Ingredients:

  • 2 large sweet potatoes, cubed into 1-inch pieces
  • 3 large carrots, sliced into 1/2-inch rounds
  • 1 red onion, cut into thick wedges
  • 1 can (15 oz) chickpeas, drained, rinsed, and patted bone-dry
  • 1 head of broccoli, cut into small florets
  • 3 tbsp cold-pressed extra virgin olive oil
  • 2 tbsp balsamic vinegar (no added sugar)
  • 1 tsp dried oregano
  • 1 tsp garlic powder
  • 1/2 tsp sea salt
  • 1/4 tsp cracked black pepper
  • 1/4 cup flat-leaf parsley, roughly chopped
  • 1/2 lemon, for zest and juice

Instructions:

  1. Preheat the oven to 200°C (about 400°F) and place your empty baking sheet inside. Note: A hot pan starts the searing process instantly.
  2. Peel and cube the 2 sweet potatoes and slice the 3 carrots. Ensure they are uniform in size.
  3. Drain the 15 oz can of chickpeas and roll them between two kitchen towels. Watch for them to lose their shine, which means they are dry.
  4. In a large bowl, whisk 3 tbsp olive oil, 2 tbsp balsamic, 1 tsp oregano, 1 tsp garlic powder, salt, and pepper.
  5. Toss the sweet potatoes, carrots, onions, and chickpeas in the bowl. Toss until they look glossy and fully coated.
  6. Carefully spread the mixture onto the hot baking sheet. Roast for 20 minutes until the edges of the potatoes start to soften.
  7. While that cooks, toss your broccoli florets in the remaining dregs of the oil mixture in the bowl.
  8. At the 20 minute mark, pull the tray out and stir in the broccoli.

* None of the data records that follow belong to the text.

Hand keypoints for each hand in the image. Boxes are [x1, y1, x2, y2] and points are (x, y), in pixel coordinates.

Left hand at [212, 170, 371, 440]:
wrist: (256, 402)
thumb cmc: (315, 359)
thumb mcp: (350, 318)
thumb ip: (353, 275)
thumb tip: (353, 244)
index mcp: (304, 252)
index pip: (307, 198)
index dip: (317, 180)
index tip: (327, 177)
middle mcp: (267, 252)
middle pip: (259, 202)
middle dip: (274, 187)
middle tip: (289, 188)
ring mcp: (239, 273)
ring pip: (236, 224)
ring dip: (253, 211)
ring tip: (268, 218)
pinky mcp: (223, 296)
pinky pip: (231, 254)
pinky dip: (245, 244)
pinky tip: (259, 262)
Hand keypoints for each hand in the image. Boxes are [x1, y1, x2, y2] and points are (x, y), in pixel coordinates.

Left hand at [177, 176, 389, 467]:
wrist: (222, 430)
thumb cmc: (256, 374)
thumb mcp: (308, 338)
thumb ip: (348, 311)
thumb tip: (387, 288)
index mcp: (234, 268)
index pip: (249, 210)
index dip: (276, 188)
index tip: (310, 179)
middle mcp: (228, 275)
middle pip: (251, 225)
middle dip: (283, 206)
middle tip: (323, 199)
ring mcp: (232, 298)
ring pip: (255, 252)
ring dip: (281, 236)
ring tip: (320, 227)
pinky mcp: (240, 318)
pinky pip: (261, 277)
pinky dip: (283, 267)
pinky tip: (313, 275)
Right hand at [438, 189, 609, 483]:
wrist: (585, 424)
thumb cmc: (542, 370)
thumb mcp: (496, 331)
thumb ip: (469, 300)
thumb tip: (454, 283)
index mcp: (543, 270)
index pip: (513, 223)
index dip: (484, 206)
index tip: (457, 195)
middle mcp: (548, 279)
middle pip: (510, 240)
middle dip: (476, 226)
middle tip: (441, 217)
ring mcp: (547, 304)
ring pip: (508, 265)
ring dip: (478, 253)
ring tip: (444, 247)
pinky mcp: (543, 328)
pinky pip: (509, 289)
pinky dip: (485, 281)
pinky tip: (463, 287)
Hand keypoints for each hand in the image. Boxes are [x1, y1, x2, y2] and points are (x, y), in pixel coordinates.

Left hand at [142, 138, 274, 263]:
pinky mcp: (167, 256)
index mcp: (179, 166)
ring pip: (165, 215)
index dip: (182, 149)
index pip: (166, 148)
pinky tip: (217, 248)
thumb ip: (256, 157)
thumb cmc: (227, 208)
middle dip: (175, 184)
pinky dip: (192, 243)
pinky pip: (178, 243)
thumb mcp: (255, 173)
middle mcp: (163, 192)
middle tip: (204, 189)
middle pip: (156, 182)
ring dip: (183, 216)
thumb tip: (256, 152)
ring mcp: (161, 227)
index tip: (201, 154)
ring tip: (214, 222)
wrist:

Listen for a faint sizzle as the broccoli hits the hot oil.
  9. Return to the oven for another 15 minutes until the broccoli tips are charred and the chickpeas are crackling.
  10. Remove from the heat, zest the 1/2 lemon over the top, squeeze the juice, and shower with 1/4 cup chopped parsley.